Why would God, through His prophet Isaiah, use two words to describe
what seemed like the same thing?
This question made me pause and think – the hard kind of
thinking that forces me to scratch through the easy surface answers and look
deeper. Here’s what I found…tired
and weary, although it described how I felt, are not the same thing.

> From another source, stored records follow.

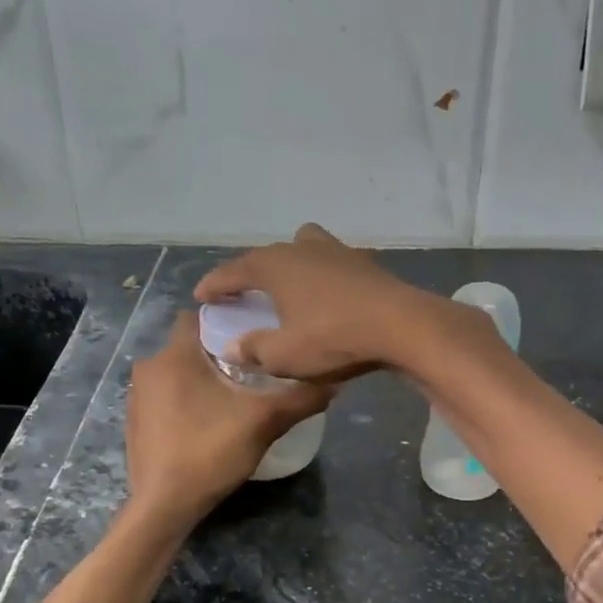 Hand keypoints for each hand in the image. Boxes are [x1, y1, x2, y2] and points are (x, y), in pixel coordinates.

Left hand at [125, 313, 330, 523]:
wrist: (164, 505)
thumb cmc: (209, 452)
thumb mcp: (264, 423)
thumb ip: (300, 399)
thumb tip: (335, 382)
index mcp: (175, 356)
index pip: (197, 316)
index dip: (226, 320)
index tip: (253, 335)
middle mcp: (149, 367)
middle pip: (189, 345)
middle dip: (218, 353)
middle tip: (253, 369)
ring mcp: (138, 395)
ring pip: (177, 372)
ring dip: (201, 378)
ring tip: (234, 396)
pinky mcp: (135, 420)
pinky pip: (165, 396)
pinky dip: (185, 399)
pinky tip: (208, 421)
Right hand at [193, 223, 449, 381]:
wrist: (401, 325)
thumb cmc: (332, 338)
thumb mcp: (284, 355)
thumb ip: (254, 350)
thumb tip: (231, 348)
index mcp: (275, 265)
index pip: (235, 271)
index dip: (215, 284)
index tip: (201, 295)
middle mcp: (302, 249)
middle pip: (269, 255)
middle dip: (253, 272)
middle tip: (243, 291)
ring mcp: (337, 252)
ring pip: (304, 248)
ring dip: (291, 264)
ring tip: (288, 286)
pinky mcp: (365, 264)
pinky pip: (331, 264)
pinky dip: (321, 275)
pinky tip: (327, 295) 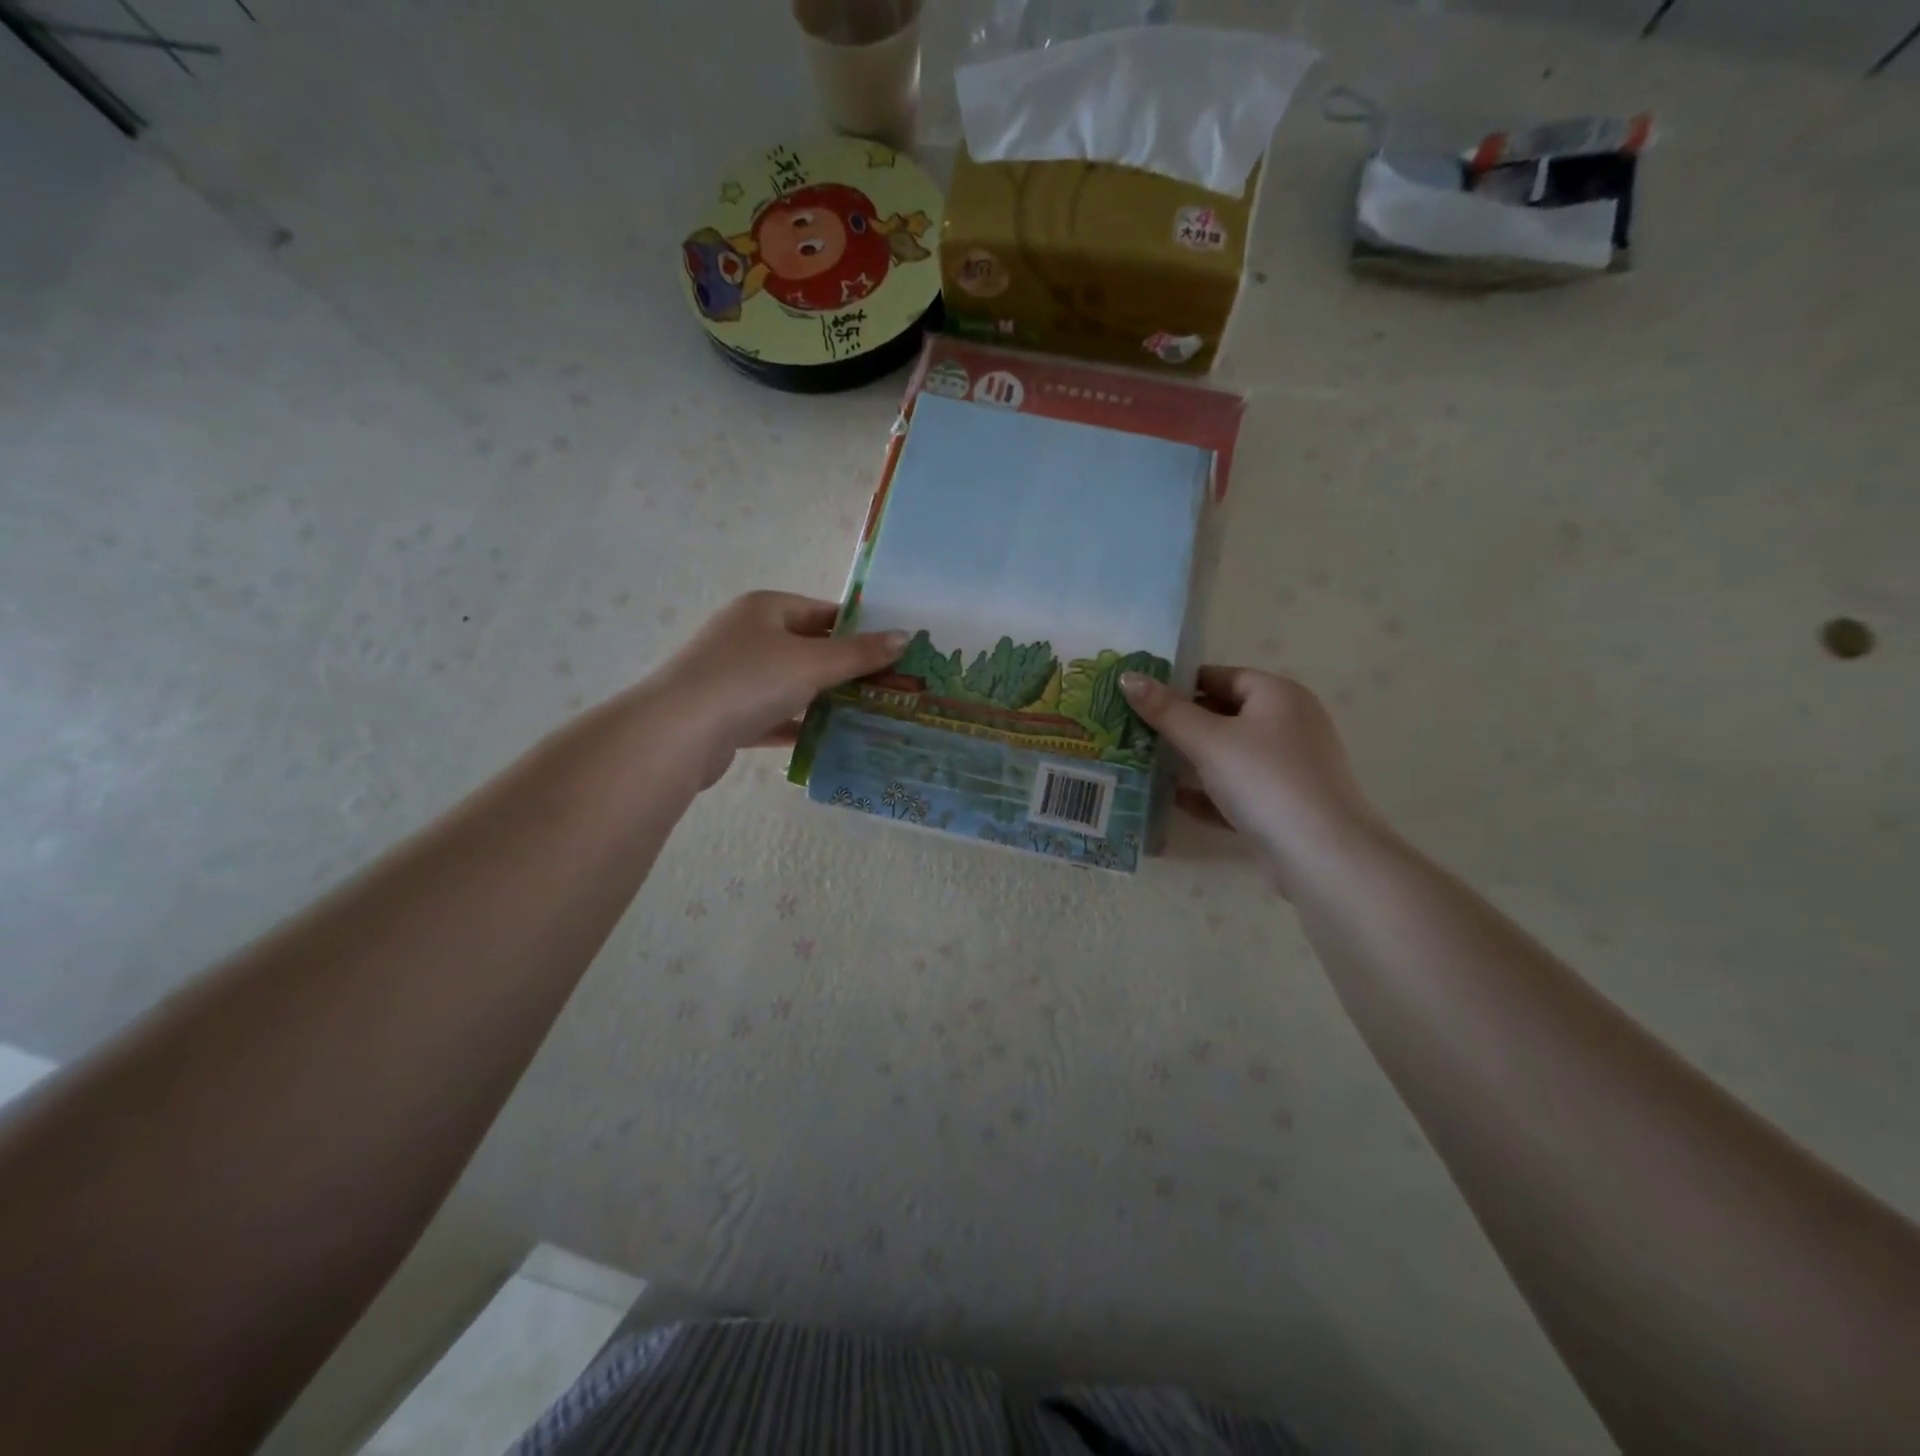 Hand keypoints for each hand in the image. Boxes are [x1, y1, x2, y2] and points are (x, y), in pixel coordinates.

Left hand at [642, 592, 904, 786]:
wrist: (678, 733)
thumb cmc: (748, 680)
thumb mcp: (812, 663)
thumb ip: (859, 653)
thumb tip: (905, 636)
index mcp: (765, 609)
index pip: (823, 612)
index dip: (859, 630)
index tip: (894, 652)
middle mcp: (747, 635)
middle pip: (808, 648)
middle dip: (846, 668)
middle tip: (889, 686)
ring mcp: (735, 675)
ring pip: (792, 684)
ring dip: (825, 698)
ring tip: (868, 714)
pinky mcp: (728, 714)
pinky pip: (774, 715)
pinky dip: (799, 725)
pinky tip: (830, 740)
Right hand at [1121, 667, 1381, 870]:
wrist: (1320, 855)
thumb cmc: (1264, 780)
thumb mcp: (1208, 741)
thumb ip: (1166, 710)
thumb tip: (1127, 677)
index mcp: (1278, 695)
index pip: (1220, 676)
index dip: (1178, 683)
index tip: (1139, 697)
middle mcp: (1289, 724)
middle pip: (1224, 715)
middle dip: (1180, 725)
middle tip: (1133, 730)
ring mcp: (1289, 767)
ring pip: (1229, 755)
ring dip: (1190, 761)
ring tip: (1145, 764)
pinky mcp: (1284, 804)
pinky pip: (1237, 790)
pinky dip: (1209, 793)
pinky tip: (1175, 802)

Tired is being fatigued, often to the point of exhaustion –
yep, my hand was in the air, waving strong; I could relate to that
feeling. But what about weary?
Weary is a little different, because its description is not
having any more resource of patience or tolerance left – okay; now my feet were
joining my hands in the air to validate my experience with that one.
So, what next? I
just get to slap on a sparkly badge that says, “Tired and Weary Mom” and leave
it at that?
No, God always offers hope to our problems! So I went back to the text that jumped
off the page on me and read further…
“The Lord is the everlasting God…He will
not grow TIRED or WEARY…He gives strength to the WEARY and increases the power
of the weak. Even youths grow
TIRED and WEARY and young men (and young moms) stumble and fall (yes we do);
BUT (drum roll please) those who hope in the Lord will renew their strength. They will soar on wings like eagles;
they will run and not grow weary, they will walk and not be faint.” Isaiah 40:28-31
As I leaned back against the side of my chair, I
sighed. I’d been doing it
again. I’d been exerting great
“Kristen strength-effort” and asking God to bless me, instead of HOPING in Him
and asking for His strength.
When we HOPE – action verb here – in the Lord, we are not
rushing madly to accomplish everything on our checklist. We’re choosing to put on God those
things that are overwhelming us.
Over and over again, I realize that God wants to be included
in all the details – HE is the one who makes the difference when kids are
bickering, when pots are boiling over and when husbands arrive home late.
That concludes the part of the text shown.